■ **About this exercise**
Repeat the data exactly as it appears.
--- Data extracts Enclosed Below ---
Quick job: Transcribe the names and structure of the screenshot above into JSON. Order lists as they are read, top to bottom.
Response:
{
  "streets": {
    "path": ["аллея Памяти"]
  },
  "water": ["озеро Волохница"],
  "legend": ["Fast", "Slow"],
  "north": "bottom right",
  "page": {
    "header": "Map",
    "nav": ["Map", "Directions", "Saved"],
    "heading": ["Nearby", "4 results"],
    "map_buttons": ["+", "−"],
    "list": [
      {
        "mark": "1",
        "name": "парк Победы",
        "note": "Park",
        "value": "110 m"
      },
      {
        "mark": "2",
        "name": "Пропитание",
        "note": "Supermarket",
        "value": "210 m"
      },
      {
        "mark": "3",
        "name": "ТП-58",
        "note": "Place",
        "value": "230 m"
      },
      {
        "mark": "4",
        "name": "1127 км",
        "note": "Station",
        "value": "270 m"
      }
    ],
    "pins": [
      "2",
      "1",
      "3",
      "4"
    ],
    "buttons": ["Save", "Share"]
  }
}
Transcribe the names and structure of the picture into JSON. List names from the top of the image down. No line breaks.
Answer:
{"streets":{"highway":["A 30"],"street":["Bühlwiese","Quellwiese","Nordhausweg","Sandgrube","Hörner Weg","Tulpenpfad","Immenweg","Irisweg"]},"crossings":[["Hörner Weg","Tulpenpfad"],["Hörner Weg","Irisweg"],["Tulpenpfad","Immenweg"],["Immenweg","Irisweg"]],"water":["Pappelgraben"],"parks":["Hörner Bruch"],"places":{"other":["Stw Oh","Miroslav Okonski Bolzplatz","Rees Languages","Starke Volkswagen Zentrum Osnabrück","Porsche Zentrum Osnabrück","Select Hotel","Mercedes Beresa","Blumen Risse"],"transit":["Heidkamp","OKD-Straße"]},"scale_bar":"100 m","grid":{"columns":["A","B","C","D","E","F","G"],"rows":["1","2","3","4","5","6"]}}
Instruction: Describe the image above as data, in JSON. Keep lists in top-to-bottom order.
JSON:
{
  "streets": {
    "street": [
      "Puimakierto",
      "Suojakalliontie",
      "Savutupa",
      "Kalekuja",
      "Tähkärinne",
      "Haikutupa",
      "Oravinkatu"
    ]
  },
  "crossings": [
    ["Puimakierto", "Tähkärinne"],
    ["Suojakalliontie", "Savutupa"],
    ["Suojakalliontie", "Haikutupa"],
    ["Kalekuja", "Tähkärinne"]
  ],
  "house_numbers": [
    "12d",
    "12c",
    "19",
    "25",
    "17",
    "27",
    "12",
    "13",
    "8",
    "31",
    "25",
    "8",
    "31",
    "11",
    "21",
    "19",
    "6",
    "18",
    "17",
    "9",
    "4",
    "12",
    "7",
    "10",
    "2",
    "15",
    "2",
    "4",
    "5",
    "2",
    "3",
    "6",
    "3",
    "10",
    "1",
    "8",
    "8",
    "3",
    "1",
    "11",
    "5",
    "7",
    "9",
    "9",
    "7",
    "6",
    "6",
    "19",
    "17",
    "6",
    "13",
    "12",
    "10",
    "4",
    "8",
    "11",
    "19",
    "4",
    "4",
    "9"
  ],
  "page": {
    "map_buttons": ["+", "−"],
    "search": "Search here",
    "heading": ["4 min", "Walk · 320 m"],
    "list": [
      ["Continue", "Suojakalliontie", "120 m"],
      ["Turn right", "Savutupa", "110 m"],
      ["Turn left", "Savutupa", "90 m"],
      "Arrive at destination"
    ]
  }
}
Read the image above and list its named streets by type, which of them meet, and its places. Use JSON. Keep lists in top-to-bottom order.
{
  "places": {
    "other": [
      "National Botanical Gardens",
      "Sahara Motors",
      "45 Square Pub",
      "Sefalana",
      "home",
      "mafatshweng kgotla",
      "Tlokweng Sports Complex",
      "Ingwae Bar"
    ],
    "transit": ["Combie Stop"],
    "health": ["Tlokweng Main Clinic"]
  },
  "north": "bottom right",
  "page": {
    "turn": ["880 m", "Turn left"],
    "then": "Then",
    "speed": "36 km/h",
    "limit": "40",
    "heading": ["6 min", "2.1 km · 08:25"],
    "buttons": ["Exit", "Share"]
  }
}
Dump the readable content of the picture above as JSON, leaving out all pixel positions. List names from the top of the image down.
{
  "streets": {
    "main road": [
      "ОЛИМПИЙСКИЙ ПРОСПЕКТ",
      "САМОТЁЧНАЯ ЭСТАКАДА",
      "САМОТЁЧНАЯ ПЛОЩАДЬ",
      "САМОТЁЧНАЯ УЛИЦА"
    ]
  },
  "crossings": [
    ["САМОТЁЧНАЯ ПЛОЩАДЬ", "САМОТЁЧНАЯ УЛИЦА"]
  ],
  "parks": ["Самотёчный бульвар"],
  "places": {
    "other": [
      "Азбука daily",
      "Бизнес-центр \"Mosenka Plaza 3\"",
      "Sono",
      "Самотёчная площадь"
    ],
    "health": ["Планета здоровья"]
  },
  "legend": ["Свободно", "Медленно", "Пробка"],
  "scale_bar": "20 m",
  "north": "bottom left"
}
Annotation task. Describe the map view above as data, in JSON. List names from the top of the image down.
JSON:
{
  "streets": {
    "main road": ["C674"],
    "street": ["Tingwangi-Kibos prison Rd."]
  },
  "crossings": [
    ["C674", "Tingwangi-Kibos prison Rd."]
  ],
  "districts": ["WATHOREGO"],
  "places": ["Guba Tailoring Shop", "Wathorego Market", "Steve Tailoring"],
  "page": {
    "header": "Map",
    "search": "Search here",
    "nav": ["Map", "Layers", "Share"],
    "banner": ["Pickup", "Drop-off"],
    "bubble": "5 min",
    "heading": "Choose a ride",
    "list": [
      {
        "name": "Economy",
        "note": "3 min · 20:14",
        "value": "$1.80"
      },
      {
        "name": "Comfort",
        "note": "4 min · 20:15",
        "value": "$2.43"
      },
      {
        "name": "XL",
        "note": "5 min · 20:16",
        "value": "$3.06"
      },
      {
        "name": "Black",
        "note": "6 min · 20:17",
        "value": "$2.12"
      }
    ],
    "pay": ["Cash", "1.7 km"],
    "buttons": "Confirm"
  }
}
--- End of Enclosed Data extracts ---
■ **Written solution**
Quick job: Transcribe the names and structure of the screenshot above into JSON. Order lists as they are read, top to bottom.
Response:
{
  "streets": {
    "path": ["аллея Памяти"]
  },
  "water": ["озеро Волохница"],
  "legend": ["Fast", "Slow"],
  "north": "bottom right",
  "page": {
    "header": "Map",
    "nav": ["Map", "Directions", "Saved"],
    "heading": ["Nearby", "4 results"],
    "map_buttons": ["+", "−"],
    "list": [
      {
        "mark": "1",
        "name": "парк Победы",
        "note": "Park",
        "value": "110 m"
      },
      {
        "mark": "2",
        "name": "Пропитание",
        "note": "Supermarket",
        "value": "210 m"
      },
      {
        "mark": "3",
        "name": "ТП-58",
        "note": "Place",
        "value": "230 m"
      },
      {
        "mark": "4",
        "name": "1127 км",
        "note": "Station",
        "value": "270 m"
      }
    ],
    "pins": [
      "2",
      "1",
      "3",
      "4"
    ],
    "buttons": ["Save", "Share"]
  }
}
Transcribe the names and structure of the picture into JSON. List names from the top of the image down. No line breaks.
Answer:
{"streets":{"highway":["A 30"],"street":["Bühlwiese","Quellwiese","Nordhausweg","Sandgrube","Hörner Weg","Tulpenpfad","Immenweg","Irisweg"]},"crossings":[["Hörner Weg","Tulpenpfad"],["Hörner Weg","Irisweg"],["Tulpenpfad","Immenweg"],["Immenweg","Irisweg"]],"water":["Pappelgraben"],"parks":["Hörner Bruch"],"places":{"other":["Stw Oh","Miroslav Okonski Bolzplatz","Rees Languages","Starke Volkswagen Zentrum Osnabrück","Porsche Zentrum Osnabrück","Select Hotel","Mercedes Beresa","Blumen Risse"],"transit":["Heidkamp","OKD-Straße"]},"scale_bar":"100 m","grid":{"columns":["A","B","C","D","E","F","G"],"rows":["1","2","3","4","5","6"]}}
Instruction: Describe the image above as data, in JSON. Keep lists in top-to-bottom order.
JSON:
{
  "streets": {
    "street": [
      "Puimakierto",
      "Suojakalliontie",
      "Savutupa",
      "Kalekuja",
      "Tähkärinne",
      "Haikutupa",
      "Oravinkatu"
    ]
  },
  "crossings": [
    ["Puimakierto", "Tähkärinne"],
    ["Suojakalliontie", "Savutupa"],
    ["Suojakalliontie", "Haikutupa"],
    ["Kalekuja", "Tähkärinne"]
  ],
  "house_numbers": [
    "12d",
    "12c",
    "19",
    "25",
    "17",
    "27",
    "12",
    "13",
    "8",
    "31",
    "25",
    "8",
    "31",
    "11",
    "21",
    "19",
    "6",
    "18",
    "17",
    "9",
    "4",
    "12",
    "7",
    "10",
    "2",
    "15",
    "2",
    "4",
    "5",
    "2",
    "3",
    "6",
    "3",
    "10",
    "1",
    "8",
    "8",
    "3",
    "1",
    "11",
    "5",
    "7",
    "9",
    "9",
    "7",
    "6",
    "6",
    "19",
    "17",
    "6",
    "13",
    "12",
    "10",
    "4",
    "8",
    "11",
    "19",
    "4",
    "4",
    "9"
  ],
  "page": {
    "map_buttons": ["+", "−"],
    "search": "Search here",
    "heading": ["4 min", "Walk · 320 m"],
    "list": [
      ["Continue", "Suojakalliontie", "120 m"],
      ["Turn right", "Savutupa", "110 m"],
      ["Turn left", "Savutupa", "90 m"],
      "Arrive at destination"
    ]
  }
}
Read the image above and list its named streets by type, which of them meet, and its places. Use JSON. Keep lists in top-to-bottom order.
{
  "places": {
    "other": [
      "National Botanical Gardens",
      "Sahara Motors",
      "45 Square Pub",
      "Sefalana",
      "home",
      "mafatshweng kgotla",
      "Tlokweng Sports Complex",
      "Ingwae Bar"
    ],
    "transit": ["Combie Stop"],
    "health": ["Tlokweng Main Clinic"]
  },
  "north": "bottom right",
  "page": {
    "turn": ["880 m", "Turn left"],
    "then": "Then",
    "speed": "36 km/h",
    "limit": "40",
    "heading": ["6 min", "2.1 km · 08:25"],
    "buttons": ["Exit", "Share"]
  }
}
Dump the readable content of the picture above as JSON, leaving out all pixel positions. List names from the top of the image down.
{
  "streets": {
    "main road": [
      "ОЛИМПИЙСКИЙ ПРОСПЕКТ",
      "САМОТЁЧНАЯ ЭСТАКАДА",
      "САМОТЁЧНАЯ ПЛОЩАДЬ",
      "САМОТЁЧНАЯ УЛИЦА"
    ]
  },
  "crossings": [
    ["САМОТЁЧНАЯ ПЛОЩАДЬ", "САМОТЁЧНАЯ УЛИЦА"]
  ],
  "parks": ["Самотёчный бульвар"],
  "places": {
    "other": [
      "Азбука daily",
      "Бизнес-центр \"Mosenka Plaza 3\"",
      "Sono",
      "Самотёчная площадь"
    ],
    "health": ["Планета здоровья"]
  },
  "legend": ["Свободно", "Медленно", "Пробка"],
  "scale_bar": "20 m",
  "north": "bottom left"
}
Annotation task. Describe the map view above as data, in JSON. List names from the top of the image down.
JSON:
{
  "streets": {
    "main road": ["C674"],
    "street": ["Tingwangi-Kibos prison Rd."]
  },
  "crossings": [
    ["C674", "Tingwangi-Kibos prison Rd."]
  ],
  "districts": ["WATHOREGO"],
  "places": ["Guba Tailoring Shop", "Wathorego Market", "Steve Tailoring"],
  "page": {
    "header": "Map",
    "search": "Search here",
    "nav": ["Map", "Layers", "Share"],
    "banner": ["Pickup", "Drop-off"],
    "bubble": "5 min",
    "heading": "Choose a ride",
    "list": [
      {
        "name": "Economy",
        "note": "3 min · 20:14",
        "value": "$1.80"
      },
      {
        "name": "Comfort",
        "note": "4 min · 20:15",
        "value": "$2.43"
      },
      {
        "name": "XL",
        "note": "5 min · 20:16",
        "value": "$3.06"
      },
      {
        "name": "Black",
        "note": "6 min · 20:17",
        "value": "$2.12"
      }
    ],
    "pay": ["Cash", "1.7 km"],
    "buttons": "Confirm"
  }
}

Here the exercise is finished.